My first job as a new grad was in the neonatal ICU at a large hospital. My first shift saw six admissions with very little time for orientation. The experienced nurse I worked with kept telling me, "Watch me and do what I do." My problem was that before that day, I'd rarely even held a baby, much less weighed, bathed, assessed, and fed one! I remember my hands shaking so badly I couldn't open a bottle of formula.
Eventually, my skills sharpened and my intuition and knowledge broadened. I became comfortable working with newborns and developed the ability to assess and meet their needs. I also realized that not only were the infants my patients, but their parents and families were too. I sensed which of these critically ill little ones in the ICU had given up the long and difficult fight, and I'd speak words of encouragement to them and their parents. I understood which parents wanted or needed to talk just by the look in their eyes. I learned when to speak up and when to just listen.
As time goes on, we learn there's no one right or simple answer to some of the questions we ask about our patients. As we learn more about them, we start to understand the intricacies of their needs.
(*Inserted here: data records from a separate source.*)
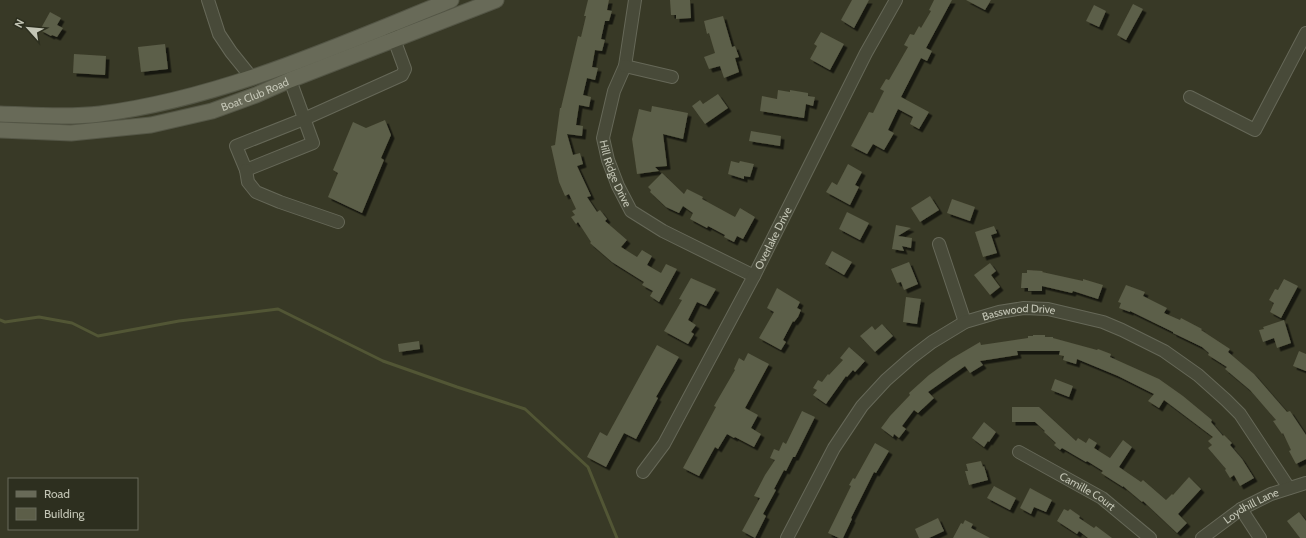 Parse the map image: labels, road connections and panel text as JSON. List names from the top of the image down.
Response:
{
  "streets": {
    "main road": ["Boat Club Road"],
    "street": [
      "Hill Ridge Drive",
      "Overlake Drive",
      "Basswood Drive",
      "Camille Court",
      "Loydhill Lane"
    ]
  },
  "crossings": [
    ["Hill Ridge Drive", "Overlake Drive"],
    ["Basswood Drive", "Loydhill Lane"]
  ],
  "legend": ["Road", "Building"],
  "north": "top left"
} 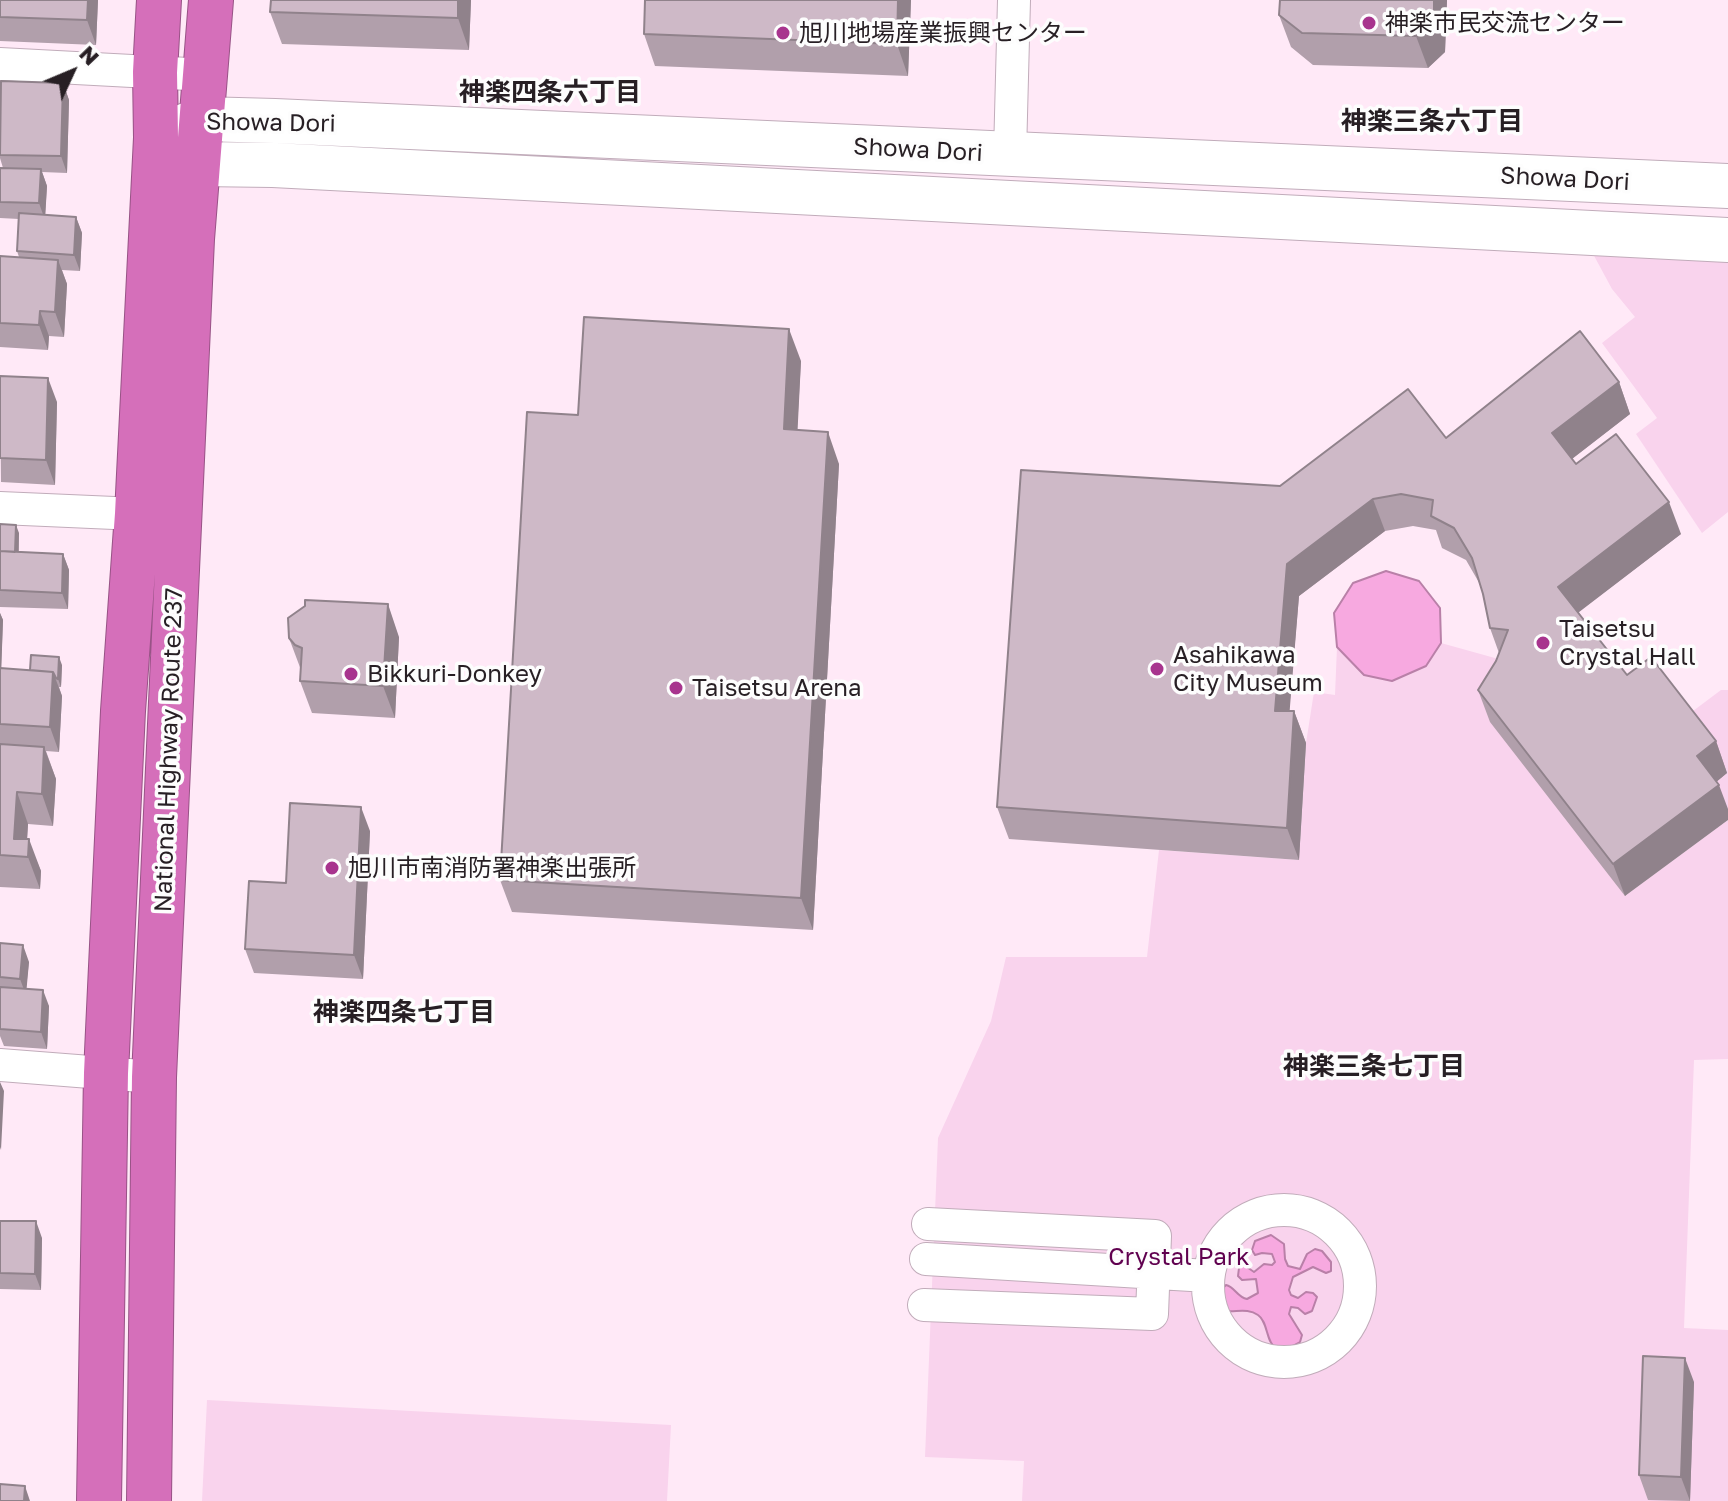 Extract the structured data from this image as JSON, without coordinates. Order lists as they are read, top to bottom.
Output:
{
  "streets": {
    "highway": ["National Highway Route 237"],
    "street": ["Showa Dori"]
  },
  "crossings": [
    ["Showa Dori", "National Highway Route 237"]
  ],
  "districts": [
    "神楽四条六丁目",
    "神楽三条六丁目",
    "神楽四条七丁目",
    "神楽三条七丁目"
  ],
  "parks": ["Crystal Park"],
  "places": [
    "神楽市民交流センター",
    "旭川地場産業振興センター",
    "Taisetsu Crystal Hall",
    "Asahikawa City Museum",
    "Bikkuri-Donkey",
    "Taisetsu Arena",
    "旭川市南消防署神楽出張所"
  ],
  "north": "top right"
}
Not just their physical needs, but those emotional, psychological, and spiritual needs that must be met before they can completely heal.
Our skills are sharpened, our intuition and knowledge broadened, and our understanding deepened. We acknowledge the education and training we received from coworkers and mentors. We seek out resources to help us resolve challenges or conflicts we can't solve on our own. We look back at our beginnings and realize our passion for nursing has grown and developed and changed. Along the way, we've become the experts, the ones who can see those many shades of gray.